Jednak któregoś dnia później ja obudzony głośną rozmową dowiedziałem, że moja siostra i 3 inne osoby zginęły w wypadku.

 Nawet brakuje mi słów by opisać żal i szok jakiego doznaliśmy. Szok ten spowodował, że nie myśleliśmy o niczym innym. Po tygodniu przypadkiem spojrzałem na zegarki, a mieliśmy ich aż 3 (wszystkie wskazówkowe) + czwarty elektroniczny, ale on już wcześniej nie działał. Wszystkie zatrzymały się dokładnie w godzinie śmierci, godzinę śmierci znaliśmy od policji. Była to godzina 2:30, która do tej pory krąży po mojej głowie.

 

Nawet byłbym skłonny myśleć, że to przypadek, gdyby nie to że kilka zegarków zatrzymało się właśnie o tej samej godzinie.
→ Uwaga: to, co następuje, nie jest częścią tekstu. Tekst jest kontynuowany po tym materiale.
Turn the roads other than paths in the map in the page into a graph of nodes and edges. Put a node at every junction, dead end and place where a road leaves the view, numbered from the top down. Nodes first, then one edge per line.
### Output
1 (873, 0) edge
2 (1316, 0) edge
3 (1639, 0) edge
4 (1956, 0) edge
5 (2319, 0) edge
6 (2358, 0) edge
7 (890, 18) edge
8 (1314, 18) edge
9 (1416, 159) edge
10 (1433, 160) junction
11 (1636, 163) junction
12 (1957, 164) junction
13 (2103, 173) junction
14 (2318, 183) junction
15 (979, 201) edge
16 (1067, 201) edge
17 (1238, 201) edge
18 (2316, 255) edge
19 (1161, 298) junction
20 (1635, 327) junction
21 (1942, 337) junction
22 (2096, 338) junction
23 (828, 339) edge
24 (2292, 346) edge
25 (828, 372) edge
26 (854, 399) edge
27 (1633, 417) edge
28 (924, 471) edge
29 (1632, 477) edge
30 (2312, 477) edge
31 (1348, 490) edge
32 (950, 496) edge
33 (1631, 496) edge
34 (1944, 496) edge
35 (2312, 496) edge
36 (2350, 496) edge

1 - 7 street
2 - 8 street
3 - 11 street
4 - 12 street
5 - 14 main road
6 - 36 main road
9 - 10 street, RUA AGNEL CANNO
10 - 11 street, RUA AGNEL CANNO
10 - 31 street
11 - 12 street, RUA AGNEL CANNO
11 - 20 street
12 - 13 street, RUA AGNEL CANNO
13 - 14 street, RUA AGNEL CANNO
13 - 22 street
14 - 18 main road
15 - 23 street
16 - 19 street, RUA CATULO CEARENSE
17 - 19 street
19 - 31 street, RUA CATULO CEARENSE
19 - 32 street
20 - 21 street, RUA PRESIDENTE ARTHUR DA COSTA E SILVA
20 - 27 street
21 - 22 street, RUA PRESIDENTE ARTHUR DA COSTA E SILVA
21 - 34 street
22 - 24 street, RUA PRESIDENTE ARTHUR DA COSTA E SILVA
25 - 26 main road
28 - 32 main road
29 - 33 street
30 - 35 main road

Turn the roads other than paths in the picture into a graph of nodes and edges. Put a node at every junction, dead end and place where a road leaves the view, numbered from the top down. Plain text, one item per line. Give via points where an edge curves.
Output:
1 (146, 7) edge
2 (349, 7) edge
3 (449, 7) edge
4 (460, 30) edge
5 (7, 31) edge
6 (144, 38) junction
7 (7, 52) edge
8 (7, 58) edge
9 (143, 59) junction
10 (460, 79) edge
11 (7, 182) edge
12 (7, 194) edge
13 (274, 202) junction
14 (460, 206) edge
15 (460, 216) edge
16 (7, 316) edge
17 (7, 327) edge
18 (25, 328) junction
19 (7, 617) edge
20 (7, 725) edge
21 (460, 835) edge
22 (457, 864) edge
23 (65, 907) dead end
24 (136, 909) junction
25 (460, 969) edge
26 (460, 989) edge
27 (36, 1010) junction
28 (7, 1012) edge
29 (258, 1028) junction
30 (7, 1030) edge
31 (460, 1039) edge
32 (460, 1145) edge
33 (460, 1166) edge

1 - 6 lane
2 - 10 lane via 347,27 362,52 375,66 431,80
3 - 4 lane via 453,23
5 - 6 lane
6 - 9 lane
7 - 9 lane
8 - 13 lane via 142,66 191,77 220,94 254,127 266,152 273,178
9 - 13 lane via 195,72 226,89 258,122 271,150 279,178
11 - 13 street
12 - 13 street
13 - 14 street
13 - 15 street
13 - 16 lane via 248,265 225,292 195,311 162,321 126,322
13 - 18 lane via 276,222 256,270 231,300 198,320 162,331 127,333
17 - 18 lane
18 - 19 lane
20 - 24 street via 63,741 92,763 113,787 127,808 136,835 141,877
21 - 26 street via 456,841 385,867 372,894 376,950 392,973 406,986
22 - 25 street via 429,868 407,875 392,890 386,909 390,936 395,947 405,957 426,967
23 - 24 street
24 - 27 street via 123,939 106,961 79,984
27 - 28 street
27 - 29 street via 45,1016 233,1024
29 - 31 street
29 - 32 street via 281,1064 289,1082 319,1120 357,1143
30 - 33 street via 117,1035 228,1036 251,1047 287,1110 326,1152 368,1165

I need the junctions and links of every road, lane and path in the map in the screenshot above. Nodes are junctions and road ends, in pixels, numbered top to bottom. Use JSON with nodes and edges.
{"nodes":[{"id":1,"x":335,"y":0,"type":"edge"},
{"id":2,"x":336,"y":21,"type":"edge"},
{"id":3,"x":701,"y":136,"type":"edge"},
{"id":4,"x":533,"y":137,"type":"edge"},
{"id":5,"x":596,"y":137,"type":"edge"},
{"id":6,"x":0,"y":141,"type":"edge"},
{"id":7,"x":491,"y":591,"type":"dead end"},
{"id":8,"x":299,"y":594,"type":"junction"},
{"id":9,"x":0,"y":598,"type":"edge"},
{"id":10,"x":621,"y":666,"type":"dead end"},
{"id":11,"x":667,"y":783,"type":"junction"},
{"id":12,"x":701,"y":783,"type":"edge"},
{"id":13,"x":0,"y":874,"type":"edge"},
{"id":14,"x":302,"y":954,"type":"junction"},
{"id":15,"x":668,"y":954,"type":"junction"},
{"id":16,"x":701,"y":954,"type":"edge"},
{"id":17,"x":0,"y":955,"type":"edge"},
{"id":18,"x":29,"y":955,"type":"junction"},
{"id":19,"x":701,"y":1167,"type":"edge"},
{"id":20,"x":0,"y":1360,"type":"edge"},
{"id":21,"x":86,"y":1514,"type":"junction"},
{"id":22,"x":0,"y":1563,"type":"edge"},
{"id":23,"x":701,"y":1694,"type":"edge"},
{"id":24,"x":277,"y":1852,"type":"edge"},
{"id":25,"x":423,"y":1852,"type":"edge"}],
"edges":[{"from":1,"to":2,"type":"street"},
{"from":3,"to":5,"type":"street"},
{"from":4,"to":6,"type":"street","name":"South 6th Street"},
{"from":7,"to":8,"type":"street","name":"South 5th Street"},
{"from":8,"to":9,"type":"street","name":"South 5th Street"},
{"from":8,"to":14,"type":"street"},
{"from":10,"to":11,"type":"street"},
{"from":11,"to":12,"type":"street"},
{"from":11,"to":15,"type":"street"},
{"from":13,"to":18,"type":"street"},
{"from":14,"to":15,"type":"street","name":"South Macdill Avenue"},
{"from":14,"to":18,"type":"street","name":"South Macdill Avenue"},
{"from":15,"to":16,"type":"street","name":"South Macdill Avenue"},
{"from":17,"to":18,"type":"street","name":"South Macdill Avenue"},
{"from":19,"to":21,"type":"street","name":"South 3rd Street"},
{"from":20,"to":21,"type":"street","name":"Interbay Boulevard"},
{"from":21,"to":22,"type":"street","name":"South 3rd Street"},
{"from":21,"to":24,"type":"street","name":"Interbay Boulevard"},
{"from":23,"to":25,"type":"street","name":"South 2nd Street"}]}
Mógłbym nawet pomyśleć, że ktoś z mojej rodziny to zrobił gdyby nie to, że po tej sytuacji nie było nas nawet w rodzinnym mieście. Co do snu mógłbym określić to przypadkiem gdyby nie to, że moja matka za mojego życia taki sen miała tylko raz.

 Piszę o tym ponieważ jest to rzecz, która w moim życiu odegrała kluczową rolę i i jest podstawą do rozważań teologicznych i myśli filozoficznych, m.in.na temat czym jest Bóg i co dzieje się z nami po śmierci. Historię opowiadałem niejednej osobie, ale tak naprawdę niewiele osób traktuje to poważnie. Wiem jedno nigdy nie byłem bardziej poważny niż teraz. Rodzice, co prawda potraktowali historię z zegarkami tak jakby to było coś normalnego, jednak dla mnie (mimo, że wierzącego w Boga) osoby sceptycznej był to duży cios.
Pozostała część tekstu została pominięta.